**What the task asks**:
The full set of entries is to be printed exactly, with pictures excluded.

**Stored items**:

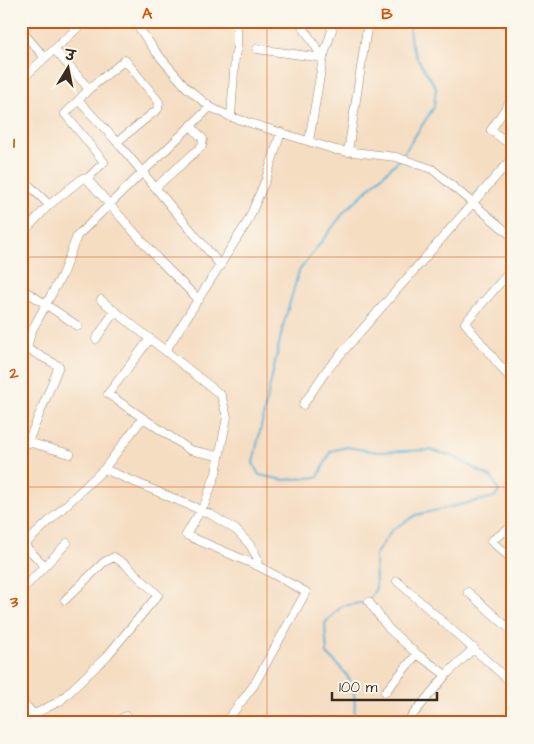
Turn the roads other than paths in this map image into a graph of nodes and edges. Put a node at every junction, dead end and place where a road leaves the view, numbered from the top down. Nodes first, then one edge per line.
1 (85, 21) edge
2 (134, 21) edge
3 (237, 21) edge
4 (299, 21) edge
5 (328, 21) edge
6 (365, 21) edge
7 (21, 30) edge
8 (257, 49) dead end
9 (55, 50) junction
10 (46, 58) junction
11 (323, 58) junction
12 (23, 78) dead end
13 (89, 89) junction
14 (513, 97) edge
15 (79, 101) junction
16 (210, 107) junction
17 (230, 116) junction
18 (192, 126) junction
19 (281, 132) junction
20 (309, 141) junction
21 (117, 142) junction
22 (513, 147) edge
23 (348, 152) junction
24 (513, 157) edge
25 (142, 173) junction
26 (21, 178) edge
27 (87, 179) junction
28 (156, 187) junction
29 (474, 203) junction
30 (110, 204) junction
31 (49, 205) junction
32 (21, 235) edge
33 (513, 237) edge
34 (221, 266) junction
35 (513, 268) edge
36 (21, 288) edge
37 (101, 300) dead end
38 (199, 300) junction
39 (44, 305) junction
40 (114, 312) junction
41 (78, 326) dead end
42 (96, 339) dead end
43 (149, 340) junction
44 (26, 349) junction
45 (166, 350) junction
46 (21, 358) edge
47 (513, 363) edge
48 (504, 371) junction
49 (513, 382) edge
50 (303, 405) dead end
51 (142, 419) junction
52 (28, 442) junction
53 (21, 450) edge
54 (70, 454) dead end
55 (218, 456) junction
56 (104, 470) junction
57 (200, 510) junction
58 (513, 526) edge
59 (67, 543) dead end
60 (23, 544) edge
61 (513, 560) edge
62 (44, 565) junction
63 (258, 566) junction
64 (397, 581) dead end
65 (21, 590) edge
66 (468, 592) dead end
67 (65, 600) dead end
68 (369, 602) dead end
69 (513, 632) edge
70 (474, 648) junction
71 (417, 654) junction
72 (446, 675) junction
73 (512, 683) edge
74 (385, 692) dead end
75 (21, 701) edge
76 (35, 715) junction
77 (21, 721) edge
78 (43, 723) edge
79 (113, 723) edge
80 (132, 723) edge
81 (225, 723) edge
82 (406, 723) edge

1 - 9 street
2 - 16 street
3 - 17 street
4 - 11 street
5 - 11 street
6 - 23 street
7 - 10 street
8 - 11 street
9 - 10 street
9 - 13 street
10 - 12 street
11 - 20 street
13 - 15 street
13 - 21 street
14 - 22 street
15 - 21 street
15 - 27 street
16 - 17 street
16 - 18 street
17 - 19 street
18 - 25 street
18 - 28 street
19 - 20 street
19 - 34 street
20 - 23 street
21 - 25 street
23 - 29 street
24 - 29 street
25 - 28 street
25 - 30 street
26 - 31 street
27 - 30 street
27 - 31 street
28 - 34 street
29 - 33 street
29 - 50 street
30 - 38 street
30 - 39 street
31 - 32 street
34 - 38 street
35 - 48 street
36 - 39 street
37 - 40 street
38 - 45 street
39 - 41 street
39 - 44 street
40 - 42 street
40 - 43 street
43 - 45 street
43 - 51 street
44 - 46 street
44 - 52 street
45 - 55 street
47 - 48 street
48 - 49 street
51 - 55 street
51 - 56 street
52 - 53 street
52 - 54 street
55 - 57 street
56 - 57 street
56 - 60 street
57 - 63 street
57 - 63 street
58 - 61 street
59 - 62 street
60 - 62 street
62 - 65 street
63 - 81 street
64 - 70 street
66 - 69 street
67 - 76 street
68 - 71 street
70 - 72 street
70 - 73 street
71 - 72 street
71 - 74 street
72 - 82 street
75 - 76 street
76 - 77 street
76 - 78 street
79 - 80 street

**Solution to this problem**:
Turn the roads other than paths in this map image into a graph of nodes and edges. Put a node at every junction, dead end and place where a road leaves the view, numbered from the top down. Nodes first, then one edge per line.
1 (85, 21) edge
2 (134, 21) edge
3 (237, 21) edge
4 (299, 21) edge
5 (328, 21) edge
6 (365, 21) edge
7 (21, 30) edge
8 (257, 49) dead end
9 (55, 50) junction
10 (46, 58) junction
11 (323, 58) junction
12 (23, 78) dead end
13 (89, 89) junction
14 (513, 97) edge
15 (79, 101) junction
16 (210, 107) junction
17 (230, 116) junction
18 (192, 126) junction
19 (281, 132) junction
20 (309, 141) junction
21 (117, 142) junction
22 (513, 147) edge
23 (348, 152) junction
24 (513, 157) edge
25 (142, 173) junction
26 (21, 178) edge
27 (87, 179) junction
28 (156, 187) junction
29 (474, 203) junction
30 (110, 204) junction
31 (49, 205) junction
32 (21, 235) edge
33 (513, 237) edge
34 (221, 266) junction
35 (513, 268) edge
36 (21, 288) edge
37 (101, 300) dead end
38 (199, 300) junction
39 (44, 305) junction
40 (114, 312) junction
41 (78, 326) dead end
42 (96, 339) dead end
43 (149, 340) junction
44 (26, 349) junction
45 (166, 350) junction
46 (21, 358) edge
47 (513, 363) edge
48 (504, 371) junction
49 (513, 382) edge
50 (303, 405) dead end
51 (142, 419) junction
52 (28, 442) junction
53 (21, 450) edge
54 (70, 454) dead end
55 (218, 456) junction
56 (104, 470) junction
57 (200, 510) junction
58 (513, 526) edge
59 (67, 543) dead end
60 (23, 544) edge
61 (513, 560) edge
62 (44, 565) junction
63 (258, 566) junction
64 (397, 581) dead end
65 (21, 590) edge
66 (468, 592) dead end
67 (65, 600) dead end
68 (369, 602) dead end
69 (513, 632) edge
70 (474, 648) junction
71 (417, 654) junction
72 (446, 675) junction
73 (512, 683) edge
74 (385, 692) dead end
75 (21, 701) edge
76 (35, 715) junction
77 (21, 721) edge
78 (43, 723) edge
79 (113, 723) edge
80 (132, 723) edge
81 (225, 723) edge
82 (406, 723) edge

1 - 9 street
2 - 16 street
3 - 17 street
4 - 11 street
5 - 11 street
6 - 23 street
7 - 10 street
8 - 11 street
9 - 10 street
9 - 13 street
10 - 12 street
11 - 20 street
13 - 15 street
13 - 21 street
14 - 22 street
15 - 21 street
15 - 27 street
16 - 17 street
16 - 18 street
17 - 19 street
18 - 25 street
18 - 28 street
19 - 20 street
19 - 34 street
20 - 23 street
21 - 25 street
23 - 29 street
24 - 29 street
25 - 28 street
25 - 30 street
26 - 31 street
27 - 30 street
27 - 31 street
28 - 34 street
29 - 33 street
29 - 50 street
30 - 38 street
30 - 39 street
31 - 32 street
34 - 38 street
35 - 48 street
36 - 39 street
37 - 40 street
38 - 45 street
39 - 41 street
39 - 44 street
40 - 42 street
40 - 43 street
43 - 45 street
43 - 51 street
44 - 46 street
44 - 52 street
45 - 55 street
47 - 48 street
48 - 49 street
51 - 55 street
51 - 56 street
52 - 53 street
52 - 54 street
55 - 57 street
56 - 57 street
56 - 60 street
57 - 63 street
57 - 63 street
58 - 61 street
59 - 62 street
60 - 62 street
62 - 65 street
63 - 81 street
64 - 70 street
66 - 69 street
67 - 76 street
68 - 71 street
70 - 72 street
70 - 73 street
71 - 72 street
71 - 74 street
72 - 82 street
75 - 76 street
76 - 77 street
76 - 78 street
79 - 80 street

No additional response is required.